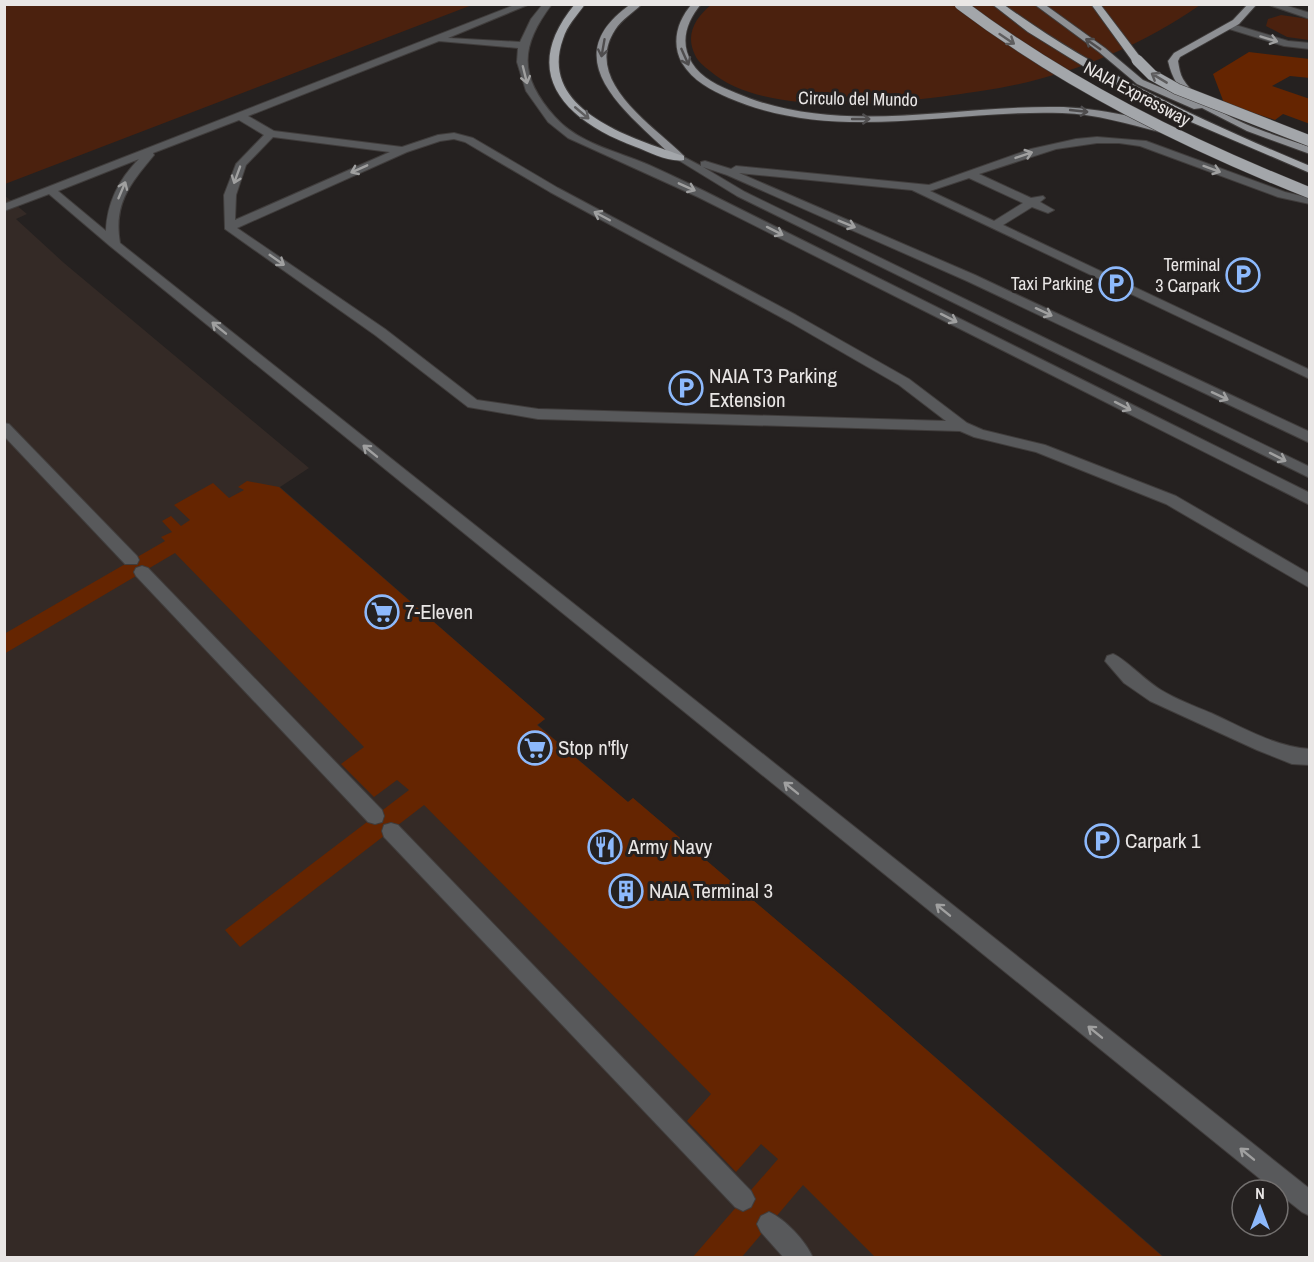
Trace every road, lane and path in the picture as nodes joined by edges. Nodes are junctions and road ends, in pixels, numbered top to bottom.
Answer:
1 (488, 4) edge
2 (526, 4) edge
3 (548, 4) edge
4 (581, 4) edge
5 (638, 4) edge
6 (697, 4) edge
7 (960, 4) edge
8 (996, 4) edge
9 (1038, 4) edge
10 (1095, 4) edge
11 (1253, 4) edge
12 (1270, 4) edge
13 (506, 12) junction
14 (1310, 16) edge
15 (1229, 26) junction
16 (439, 39) junction
17 (522, 45) junction
18 (1310, 46) edge
19 (1183, 87) junction
20 (240, 116) junction
21 (1234, 123) junction
22 (271, 134) junction
23 (1310, 139) edge
24 (158, 148) junction
25 (403, 150) junction
26 (1310, 151) edge
27 (680, 158) junction
28 (710, 166) junction
29 (1310, 170) edge
30 (969, 174) junction
31 (1310, 187) edge
32 (914, 188) junction
33 (51, 190) junction
34 (1310, 193) edge
35 (1042, 196) dead end
36 (1310, 201) edge
37 (1031, 203) junction
38 (4, 208) edge
39 (1048, 210) dead end
40 (994, 226) junction
41 (229, 227) junction
42 (114, 244) junction
43 (1310, 375) edge
44 (962, 426) junction
45 (4, 427) edge
46 (1310, 438) edge
47 (1310, 472) edge
48 (1310, 500) edge
49 (1310, 582) edge
50 (1113, 661) dead end
51 (1310, 757) edge
52 (375, 816) dead end
53 (391, 831) dead end
54 (743, 1199) dead end
55 (1310, 1204) edge
56 (769, 1224) dead end
57 (801, 1257) edge

1 - 13 street
2 - 13 street
3 - 17 street
4 -> 27 highway
5 -> 27 main road
6 -> 31 main road, Circulo del Mundo
7 -> 34 highway, NAIA Expressway, bridge
8 - 29 highway, NAIA Expressway
21 -> 9 main road
23 -> 10 highway, bridge
11 - 15 main road
12 - 14 street
13 - 16 street
15 -> 18 street
15 - 19 main road
16 - 17 street
16 - 20 street
17 -> 48 street
19 - 21 main road
19 - 23 street
20 - 22 street
20 - 24 street
21 - 26 main road
22 - 25 street
22 -> 41 street
24 - 33 street
42 -> 24 street
25 -> 41 street
44 -> 25 street
27 - 28 street
27 -> 47 street
28 - 32 street
28 -> 46 street
30 - 32 street
30 -> 36 street
30 - 37 street
32 - 40 street
33 - 38 street
33 - 42 street
35 - 37 street
37 - 39 street
37 - 40 street
40 - 43 street
41 -> 44 street
55 -> 42 street
44 - 49 street
45 - 52 street
50 - 51 street
53 - 54 street
56 - 57 street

□ □ □ □

> **WHAT NEEDS TO BE DONE**: Say, as a number only, how many lines of the data contain "road".

> **OUTPUT OF THE TASK**: 8